Exercise brief:
Wherever a line of the records contains "nodes", copy that line.

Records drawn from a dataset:
━━━━━━━━━━━━━━━━━━━━━━━━━━━━━━

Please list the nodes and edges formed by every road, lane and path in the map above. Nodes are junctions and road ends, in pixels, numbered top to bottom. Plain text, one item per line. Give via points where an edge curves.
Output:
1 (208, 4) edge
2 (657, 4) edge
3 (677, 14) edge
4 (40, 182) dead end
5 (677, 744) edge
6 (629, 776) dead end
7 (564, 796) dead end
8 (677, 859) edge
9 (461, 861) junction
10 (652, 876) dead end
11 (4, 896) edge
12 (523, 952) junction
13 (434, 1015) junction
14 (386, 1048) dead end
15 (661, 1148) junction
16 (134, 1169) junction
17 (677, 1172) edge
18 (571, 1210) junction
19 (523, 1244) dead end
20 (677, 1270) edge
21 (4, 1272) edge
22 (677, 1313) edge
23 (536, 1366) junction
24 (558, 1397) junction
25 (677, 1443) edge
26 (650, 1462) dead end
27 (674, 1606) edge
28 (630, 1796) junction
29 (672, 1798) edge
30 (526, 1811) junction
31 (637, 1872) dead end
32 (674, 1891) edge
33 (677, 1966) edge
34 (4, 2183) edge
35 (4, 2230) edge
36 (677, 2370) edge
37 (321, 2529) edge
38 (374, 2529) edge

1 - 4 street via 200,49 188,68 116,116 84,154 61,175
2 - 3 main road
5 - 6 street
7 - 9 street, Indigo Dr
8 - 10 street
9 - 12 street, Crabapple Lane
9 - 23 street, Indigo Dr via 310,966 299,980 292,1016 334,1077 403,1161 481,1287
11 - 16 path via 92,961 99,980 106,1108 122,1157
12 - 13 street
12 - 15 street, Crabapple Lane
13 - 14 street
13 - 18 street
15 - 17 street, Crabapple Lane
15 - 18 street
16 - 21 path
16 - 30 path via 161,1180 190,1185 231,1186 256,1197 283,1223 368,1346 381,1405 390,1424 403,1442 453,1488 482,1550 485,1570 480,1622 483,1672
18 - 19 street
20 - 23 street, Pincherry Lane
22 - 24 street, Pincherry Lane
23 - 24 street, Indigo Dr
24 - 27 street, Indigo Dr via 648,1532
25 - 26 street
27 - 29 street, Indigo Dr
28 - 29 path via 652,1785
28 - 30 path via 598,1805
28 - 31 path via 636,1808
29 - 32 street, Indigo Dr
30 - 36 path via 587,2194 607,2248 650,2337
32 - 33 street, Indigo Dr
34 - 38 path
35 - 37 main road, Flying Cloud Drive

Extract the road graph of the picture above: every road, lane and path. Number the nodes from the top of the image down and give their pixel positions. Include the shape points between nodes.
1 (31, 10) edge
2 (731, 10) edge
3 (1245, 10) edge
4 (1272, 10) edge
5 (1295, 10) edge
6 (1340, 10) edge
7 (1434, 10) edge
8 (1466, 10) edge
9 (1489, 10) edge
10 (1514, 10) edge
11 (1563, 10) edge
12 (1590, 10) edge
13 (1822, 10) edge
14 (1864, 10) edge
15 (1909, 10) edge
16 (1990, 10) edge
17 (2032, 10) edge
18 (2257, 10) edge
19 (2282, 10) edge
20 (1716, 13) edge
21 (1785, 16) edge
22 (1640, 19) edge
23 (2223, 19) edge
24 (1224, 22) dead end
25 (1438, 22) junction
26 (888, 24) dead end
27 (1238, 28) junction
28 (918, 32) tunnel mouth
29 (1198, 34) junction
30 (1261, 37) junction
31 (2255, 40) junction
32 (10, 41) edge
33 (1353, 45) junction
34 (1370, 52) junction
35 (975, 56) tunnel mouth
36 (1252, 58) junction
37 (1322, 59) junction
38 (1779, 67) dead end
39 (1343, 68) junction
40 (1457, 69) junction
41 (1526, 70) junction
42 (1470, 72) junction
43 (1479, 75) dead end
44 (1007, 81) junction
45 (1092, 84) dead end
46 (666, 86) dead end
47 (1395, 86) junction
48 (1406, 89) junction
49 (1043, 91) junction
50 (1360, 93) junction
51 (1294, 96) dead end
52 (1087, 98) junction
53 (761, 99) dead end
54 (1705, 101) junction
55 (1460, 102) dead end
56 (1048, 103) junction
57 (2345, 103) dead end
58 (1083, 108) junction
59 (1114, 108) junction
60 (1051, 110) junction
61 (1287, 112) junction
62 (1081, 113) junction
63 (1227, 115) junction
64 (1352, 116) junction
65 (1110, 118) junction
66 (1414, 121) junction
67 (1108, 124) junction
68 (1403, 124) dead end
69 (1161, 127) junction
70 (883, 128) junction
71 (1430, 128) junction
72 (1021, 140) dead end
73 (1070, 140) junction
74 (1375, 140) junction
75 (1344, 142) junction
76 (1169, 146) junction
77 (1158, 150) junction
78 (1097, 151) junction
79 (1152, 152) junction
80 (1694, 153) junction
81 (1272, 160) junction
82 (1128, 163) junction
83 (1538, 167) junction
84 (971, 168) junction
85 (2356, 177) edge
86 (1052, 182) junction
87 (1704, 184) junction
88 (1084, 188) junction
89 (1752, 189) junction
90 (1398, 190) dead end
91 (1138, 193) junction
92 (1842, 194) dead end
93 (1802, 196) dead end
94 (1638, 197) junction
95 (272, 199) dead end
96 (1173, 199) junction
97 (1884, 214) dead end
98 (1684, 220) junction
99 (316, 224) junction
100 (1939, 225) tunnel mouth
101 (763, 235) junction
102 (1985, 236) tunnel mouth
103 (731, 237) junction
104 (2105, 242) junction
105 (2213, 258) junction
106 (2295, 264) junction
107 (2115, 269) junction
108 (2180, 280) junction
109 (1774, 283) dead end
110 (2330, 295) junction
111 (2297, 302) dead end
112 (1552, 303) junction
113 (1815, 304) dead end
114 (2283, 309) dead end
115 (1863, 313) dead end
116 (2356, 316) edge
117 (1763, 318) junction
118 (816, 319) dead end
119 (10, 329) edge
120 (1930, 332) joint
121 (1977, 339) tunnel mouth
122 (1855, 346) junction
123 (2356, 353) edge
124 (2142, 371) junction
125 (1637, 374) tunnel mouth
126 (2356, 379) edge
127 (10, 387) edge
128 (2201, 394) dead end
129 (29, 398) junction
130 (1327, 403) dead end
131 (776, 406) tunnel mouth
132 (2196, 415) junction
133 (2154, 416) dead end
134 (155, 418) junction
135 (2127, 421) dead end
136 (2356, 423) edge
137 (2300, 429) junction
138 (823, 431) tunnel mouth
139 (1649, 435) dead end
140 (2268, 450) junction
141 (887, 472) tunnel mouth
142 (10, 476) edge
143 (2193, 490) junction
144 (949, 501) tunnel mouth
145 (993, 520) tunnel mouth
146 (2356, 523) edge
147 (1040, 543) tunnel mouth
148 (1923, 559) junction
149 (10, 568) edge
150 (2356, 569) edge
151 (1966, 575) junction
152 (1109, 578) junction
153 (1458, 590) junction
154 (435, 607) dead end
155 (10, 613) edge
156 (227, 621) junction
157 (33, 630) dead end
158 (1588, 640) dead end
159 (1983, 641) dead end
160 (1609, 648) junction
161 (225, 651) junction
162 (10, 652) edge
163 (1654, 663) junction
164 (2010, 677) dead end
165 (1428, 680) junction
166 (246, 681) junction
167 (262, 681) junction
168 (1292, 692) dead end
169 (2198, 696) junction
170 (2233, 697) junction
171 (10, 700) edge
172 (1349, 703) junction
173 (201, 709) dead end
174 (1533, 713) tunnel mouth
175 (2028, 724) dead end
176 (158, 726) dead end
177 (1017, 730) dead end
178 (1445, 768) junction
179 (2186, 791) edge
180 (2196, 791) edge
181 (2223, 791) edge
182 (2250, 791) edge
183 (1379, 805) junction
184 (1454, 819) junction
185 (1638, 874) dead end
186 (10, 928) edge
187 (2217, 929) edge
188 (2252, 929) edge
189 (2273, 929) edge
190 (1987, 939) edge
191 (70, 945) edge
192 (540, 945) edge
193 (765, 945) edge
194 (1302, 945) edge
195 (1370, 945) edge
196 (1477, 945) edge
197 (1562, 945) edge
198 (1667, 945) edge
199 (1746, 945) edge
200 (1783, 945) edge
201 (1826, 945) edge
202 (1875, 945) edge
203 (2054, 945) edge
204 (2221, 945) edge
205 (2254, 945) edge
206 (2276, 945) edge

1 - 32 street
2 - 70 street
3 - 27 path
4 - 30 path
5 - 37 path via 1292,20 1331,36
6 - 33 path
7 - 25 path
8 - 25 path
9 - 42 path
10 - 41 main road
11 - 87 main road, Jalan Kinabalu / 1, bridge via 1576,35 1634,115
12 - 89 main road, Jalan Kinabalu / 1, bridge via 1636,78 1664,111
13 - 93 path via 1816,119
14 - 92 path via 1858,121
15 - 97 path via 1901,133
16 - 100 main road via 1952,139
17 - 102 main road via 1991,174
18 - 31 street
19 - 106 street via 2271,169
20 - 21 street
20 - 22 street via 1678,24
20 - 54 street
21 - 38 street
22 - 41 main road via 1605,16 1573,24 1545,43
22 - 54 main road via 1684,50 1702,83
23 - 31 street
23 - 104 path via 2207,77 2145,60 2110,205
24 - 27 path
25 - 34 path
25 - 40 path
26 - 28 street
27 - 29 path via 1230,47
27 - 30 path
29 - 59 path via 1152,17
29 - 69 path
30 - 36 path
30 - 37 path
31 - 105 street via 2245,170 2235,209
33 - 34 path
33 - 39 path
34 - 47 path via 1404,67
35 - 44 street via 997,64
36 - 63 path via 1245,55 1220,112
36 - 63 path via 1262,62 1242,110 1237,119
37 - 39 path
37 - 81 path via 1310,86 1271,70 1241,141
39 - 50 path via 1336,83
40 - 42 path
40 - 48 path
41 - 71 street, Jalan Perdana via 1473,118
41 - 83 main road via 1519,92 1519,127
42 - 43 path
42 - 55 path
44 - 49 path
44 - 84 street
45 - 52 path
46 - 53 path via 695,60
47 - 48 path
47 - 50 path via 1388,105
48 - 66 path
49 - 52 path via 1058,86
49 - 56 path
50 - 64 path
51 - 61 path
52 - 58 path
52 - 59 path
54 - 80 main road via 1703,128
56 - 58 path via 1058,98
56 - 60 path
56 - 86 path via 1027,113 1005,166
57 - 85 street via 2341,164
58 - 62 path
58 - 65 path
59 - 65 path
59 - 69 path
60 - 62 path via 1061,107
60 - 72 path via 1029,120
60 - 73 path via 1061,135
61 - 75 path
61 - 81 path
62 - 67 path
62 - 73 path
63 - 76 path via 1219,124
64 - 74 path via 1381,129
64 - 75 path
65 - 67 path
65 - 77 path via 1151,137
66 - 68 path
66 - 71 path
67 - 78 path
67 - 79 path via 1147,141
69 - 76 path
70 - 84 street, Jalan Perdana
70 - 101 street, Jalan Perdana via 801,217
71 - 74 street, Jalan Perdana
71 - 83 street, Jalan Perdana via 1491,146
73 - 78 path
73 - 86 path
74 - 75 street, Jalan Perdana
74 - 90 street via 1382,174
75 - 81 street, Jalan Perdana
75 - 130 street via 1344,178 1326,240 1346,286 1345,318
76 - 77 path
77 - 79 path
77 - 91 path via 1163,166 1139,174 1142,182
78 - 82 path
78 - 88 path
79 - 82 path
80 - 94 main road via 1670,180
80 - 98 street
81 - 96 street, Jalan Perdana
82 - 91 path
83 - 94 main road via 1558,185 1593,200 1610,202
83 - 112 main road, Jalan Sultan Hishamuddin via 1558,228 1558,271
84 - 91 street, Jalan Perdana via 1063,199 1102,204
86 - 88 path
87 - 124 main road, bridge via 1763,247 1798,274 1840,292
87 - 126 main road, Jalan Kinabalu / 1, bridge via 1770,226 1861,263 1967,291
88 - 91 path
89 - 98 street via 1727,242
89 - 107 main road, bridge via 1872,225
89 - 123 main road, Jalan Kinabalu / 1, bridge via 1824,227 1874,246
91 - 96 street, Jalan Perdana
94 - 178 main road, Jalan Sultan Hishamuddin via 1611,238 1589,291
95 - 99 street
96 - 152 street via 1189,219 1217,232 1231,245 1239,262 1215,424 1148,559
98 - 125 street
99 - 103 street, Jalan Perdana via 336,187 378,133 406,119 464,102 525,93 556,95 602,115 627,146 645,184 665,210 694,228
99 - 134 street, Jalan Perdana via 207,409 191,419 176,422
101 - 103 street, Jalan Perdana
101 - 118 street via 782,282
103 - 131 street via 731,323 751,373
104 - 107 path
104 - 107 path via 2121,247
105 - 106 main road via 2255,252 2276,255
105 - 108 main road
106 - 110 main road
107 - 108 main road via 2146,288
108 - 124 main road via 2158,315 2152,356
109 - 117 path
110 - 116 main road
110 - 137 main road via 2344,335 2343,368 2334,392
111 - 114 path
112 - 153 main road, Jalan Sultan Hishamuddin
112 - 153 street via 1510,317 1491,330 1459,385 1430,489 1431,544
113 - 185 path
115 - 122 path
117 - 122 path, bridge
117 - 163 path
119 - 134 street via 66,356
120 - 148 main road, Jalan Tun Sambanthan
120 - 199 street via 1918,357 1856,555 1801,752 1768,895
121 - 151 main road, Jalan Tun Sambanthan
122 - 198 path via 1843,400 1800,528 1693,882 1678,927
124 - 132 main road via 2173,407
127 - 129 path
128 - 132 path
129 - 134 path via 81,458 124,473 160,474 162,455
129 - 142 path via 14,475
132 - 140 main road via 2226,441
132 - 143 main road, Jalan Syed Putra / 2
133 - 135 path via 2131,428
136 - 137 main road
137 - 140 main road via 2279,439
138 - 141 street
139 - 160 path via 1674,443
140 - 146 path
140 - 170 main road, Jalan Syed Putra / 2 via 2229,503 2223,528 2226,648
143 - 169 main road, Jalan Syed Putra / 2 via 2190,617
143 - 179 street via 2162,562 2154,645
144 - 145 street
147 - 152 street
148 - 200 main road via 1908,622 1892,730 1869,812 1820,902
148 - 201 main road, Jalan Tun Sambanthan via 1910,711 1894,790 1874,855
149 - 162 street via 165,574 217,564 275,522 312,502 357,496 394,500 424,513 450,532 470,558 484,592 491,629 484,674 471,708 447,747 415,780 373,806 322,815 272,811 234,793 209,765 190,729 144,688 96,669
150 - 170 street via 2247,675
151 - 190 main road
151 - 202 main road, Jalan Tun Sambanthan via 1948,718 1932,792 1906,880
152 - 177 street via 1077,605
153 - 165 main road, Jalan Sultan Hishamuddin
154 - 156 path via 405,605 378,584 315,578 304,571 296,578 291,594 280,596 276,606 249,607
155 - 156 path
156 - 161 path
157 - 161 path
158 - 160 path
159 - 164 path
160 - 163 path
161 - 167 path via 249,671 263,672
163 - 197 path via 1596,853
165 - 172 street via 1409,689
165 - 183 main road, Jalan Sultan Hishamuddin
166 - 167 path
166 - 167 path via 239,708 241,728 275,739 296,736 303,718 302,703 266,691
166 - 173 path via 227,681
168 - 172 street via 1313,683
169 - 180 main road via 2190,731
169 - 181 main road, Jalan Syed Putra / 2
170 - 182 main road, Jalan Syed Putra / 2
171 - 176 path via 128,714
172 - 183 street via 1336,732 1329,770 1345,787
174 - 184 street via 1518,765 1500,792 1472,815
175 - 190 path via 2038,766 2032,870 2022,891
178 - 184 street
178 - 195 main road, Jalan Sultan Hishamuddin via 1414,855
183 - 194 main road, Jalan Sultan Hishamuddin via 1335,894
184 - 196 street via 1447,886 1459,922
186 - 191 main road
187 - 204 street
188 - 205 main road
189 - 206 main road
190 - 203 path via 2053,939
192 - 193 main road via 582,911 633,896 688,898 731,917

━━━━━━━━━━━━━━━━━━━━━━━━━━━━━━

Answer to this exercise:
Please list the nodes and edges formed by every road, lane and path in the map above. Nodes are junctions and road ends, in pixels, numbered top to bottom. Plain text, one item per line. Give via points where an edge curves.
Extract the road graph of the picture above: every road, lane and path. Number the nodes from the top of the image down and give their pixel positions. Include the shape points between nodes.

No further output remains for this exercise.